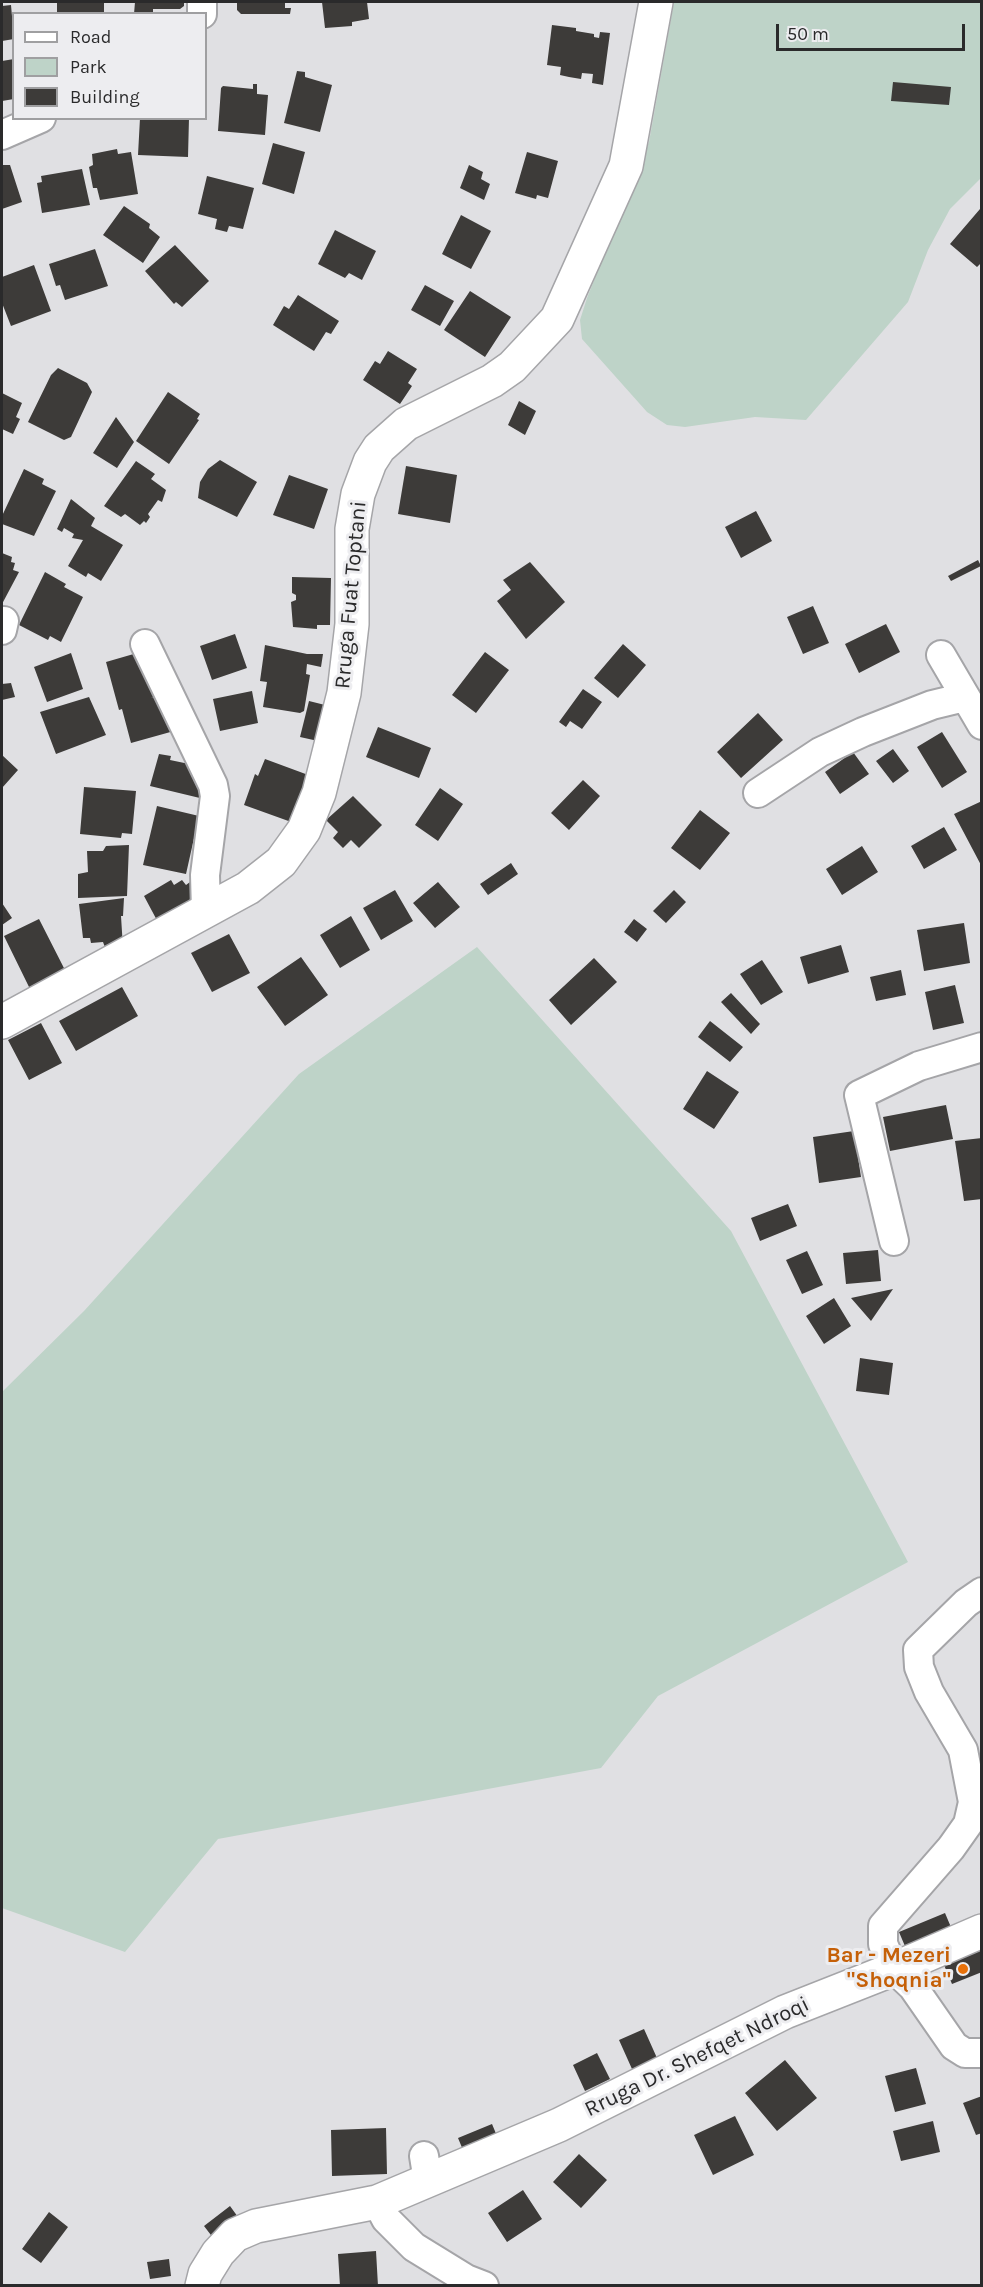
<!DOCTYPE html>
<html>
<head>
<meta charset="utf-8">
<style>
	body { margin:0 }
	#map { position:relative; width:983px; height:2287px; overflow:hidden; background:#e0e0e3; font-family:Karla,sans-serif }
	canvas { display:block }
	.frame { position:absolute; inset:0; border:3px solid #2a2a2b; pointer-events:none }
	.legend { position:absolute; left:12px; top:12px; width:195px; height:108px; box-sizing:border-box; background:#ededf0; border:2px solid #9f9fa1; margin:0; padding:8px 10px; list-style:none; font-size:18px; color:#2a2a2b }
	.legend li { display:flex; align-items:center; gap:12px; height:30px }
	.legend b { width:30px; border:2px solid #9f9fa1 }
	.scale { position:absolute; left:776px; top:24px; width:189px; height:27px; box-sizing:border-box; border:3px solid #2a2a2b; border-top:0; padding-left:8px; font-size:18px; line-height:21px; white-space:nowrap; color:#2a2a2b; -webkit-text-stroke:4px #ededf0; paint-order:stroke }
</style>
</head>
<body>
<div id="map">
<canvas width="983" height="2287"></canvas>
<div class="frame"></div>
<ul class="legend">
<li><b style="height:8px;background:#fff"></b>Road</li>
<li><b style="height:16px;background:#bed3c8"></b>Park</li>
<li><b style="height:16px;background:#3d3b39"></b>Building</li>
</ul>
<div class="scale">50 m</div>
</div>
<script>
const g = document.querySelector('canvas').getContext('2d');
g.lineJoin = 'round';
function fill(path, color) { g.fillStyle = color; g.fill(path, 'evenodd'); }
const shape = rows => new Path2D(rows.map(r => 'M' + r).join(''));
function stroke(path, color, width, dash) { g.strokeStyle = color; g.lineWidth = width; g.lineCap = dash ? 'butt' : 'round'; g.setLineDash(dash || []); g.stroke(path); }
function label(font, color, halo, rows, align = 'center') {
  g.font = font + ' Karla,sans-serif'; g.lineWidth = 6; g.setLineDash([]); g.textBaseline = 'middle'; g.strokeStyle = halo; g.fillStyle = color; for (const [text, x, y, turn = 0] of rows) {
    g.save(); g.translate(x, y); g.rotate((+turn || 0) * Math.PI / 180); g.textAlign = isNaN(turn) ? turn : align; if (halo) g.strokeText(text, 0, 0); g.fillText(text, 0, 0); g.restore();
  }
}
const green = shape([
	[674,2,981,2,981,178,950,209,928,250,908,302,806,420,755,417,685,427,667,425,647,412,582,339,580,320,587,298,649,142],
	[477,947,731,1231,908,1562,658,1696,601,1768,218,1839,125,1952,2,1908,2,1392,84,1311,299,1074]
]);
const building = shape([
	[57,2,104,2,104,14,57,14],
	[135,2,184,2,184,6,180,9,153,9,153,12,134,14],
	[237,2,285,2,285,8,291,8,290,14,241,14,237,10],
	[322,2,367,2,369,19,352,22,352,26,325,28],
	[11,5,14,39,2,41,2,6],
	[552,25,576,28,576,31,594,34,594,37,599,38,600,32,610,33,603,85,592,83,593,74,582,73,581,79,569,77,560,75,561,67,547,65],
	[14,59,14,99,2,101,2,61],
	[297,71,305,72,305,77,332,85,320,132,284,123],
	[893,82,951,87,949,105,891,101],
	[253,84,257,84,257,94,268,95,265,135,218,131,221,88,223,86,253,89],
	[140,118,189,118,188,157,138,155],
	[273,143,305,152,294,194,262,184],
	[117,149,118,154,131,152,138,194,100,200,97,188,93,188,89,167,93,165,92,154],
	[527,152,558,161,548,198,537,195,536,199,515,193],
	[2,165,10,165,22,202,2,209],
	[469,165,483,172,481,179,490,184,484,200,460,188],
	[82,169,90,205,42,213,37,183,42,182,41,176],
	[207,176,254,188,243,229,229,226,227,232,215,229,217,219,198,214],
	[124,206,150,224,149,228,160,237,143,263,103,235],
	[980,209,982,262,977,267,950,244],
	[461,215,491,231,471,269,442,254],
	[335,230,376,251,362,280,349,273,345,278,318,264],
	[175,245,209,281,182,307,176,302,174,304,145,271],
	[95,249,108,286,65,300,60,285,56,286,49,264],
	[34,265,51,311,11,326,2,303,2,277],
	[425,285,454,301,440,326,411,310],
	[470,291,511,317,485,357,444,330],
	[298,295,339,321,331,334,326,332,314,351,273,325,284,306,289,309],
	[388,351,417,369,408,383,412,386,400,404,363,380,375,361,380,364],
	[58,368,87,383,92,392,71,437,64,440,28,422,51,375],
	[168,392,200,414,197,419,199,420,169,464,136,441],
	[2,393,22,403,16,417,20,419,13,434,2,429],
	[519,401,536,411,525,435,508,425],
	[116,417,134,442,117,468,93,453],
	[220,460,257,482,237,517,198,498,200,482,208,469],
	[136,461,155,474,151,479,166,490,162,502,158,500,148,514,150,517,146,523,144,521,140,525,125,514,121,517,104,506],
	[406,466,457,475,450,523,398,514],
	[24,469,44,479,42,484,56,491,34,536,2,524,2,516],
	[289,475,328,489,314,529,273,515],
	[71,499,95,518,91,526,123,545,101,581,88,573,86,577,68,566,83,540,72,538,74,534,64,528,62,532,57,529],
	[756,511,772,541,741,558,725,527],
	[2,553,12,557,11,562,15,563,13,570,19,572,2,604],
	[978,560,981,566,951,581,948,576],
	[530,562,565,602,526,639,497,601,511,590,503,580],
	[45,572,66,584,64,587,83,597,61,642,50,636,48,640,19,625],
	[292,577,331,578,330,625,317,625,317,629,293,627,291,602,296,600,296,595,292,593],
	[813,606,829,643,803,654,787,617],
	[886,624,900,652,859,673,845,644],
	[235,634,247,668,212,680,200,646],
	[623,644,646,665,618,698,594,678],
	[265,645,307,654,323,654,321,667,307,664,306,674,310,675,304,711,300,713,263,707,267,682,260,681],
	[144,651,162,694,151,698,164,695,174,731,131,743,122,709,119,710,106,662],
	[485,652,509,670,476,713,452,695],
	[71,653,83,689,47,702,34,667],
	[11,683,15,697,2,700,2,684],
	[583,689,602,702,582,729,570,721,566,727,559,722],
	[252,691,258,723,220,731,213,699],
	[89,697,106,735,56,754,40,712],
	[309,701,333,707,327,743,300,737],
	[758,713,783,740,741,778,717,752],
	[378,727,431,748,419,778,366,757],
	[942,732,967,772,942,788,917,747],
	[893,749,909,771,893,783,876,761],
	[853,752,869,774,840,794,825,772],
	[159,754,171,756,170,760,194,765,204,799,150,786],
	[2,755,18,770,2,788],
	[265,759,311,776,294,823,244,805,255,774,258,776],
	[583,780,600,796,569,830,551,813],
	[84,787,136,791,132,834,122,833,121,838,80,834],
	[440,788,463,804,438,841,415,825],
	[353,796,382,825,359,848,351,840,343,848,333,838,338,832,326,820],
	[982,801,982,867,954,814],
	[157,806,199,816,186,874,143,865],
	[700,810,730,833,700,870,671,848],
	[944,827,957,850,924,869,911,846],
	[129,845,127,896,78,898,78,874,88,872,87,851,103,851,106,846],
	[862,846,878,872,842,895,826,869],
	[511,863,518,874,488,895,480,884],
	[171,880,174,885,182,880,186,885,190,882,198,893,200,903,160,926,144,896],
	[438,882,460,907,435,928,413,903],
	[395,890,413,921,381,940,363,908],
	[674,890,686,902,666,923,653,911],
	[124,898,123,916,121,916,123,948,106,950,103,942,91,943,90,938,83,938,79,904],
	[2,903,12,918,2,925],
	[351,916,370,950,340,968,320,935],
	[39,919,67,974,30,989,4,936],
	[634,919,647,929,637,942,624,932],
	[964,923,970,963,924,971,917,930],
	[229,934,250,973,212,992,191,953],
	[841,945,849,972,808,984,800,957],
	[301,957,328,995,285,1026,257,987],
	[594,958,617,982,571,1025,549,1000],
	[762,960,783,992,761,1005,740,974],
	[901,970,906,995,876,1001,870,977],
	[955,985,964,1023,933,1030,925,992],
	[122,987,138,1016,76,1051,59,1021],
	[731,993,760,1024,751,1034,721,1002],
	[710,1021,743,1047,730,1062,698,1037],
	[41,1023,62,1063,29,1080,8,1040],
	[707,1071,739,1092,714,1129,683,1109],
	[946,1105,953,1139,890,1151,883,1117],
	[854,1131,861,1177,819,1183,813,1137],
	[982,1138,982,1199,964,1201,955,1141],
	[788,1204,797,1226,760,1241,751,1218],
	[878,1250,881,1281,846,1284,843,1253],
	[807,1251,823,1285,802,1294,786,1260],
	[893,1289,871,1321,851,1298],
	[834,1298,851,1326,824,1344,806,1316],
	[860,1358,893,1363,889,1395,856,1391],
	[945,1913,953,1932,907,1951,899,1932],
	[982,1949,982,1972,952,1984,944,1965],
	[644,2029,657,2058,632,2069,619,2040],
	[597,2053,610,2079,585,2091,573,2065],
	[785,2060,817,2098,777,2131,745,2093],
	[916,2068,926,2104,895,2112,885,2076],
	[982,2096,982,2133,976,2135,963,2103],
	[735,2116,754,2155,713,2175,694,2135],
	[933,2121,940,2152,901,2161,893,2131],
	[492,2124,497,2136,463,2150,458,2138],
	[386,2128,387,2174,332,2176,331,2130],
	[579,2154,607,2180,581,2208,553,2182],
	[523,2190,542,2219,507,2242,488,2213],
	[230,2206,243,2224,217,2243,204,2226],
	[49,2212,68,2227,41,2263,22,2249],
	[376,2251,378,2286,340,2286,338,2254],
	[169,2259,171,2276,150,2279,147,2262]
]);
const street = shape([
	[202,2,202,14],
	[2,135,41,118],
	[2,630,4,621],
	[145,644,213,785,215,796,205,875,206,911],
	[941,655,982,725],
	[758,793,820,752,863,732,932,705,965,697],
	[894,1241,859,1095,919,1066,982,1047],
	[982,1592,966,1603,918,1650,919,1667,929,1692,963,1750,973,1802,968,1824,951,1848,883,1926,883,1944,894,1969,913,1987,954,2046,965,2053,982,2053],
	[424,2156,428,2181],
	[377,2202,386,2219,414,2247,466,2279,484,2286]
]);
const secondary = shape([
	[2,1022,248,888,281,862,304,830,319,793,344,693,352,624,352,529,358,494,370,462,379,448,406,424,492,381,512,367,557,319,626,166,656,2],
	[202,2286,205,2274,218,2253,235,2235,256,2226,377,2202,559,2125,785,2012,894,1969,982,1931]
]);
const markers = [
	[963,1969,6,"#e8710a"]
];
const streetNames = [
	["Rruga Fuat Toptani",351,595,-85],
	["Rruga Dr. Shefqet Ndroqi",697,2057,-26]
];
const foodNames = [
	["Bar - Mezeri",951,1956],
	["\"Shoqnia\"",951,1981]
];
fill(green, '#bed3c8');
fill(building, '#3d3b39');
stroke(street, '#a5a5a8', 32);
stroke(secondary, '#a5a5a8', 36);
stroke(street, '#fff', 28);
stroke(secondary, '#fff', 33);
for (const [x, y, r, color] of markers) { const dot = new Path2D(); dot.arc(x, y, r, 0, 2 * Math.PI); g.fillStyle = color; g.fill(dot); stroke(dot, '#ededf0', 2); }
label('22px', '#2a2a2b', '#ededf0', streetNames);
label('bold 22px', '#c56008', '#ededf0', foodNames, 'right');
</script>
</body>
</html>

**What you will do**: Each line of the data that holds "shape" should be copied.

**Response to the task**:
const shape = rows => new Path2D(rows.map(r => 'M' + r).join(''));
const green = shape([
const building = shape([
const street = shape([
const secondary = shape([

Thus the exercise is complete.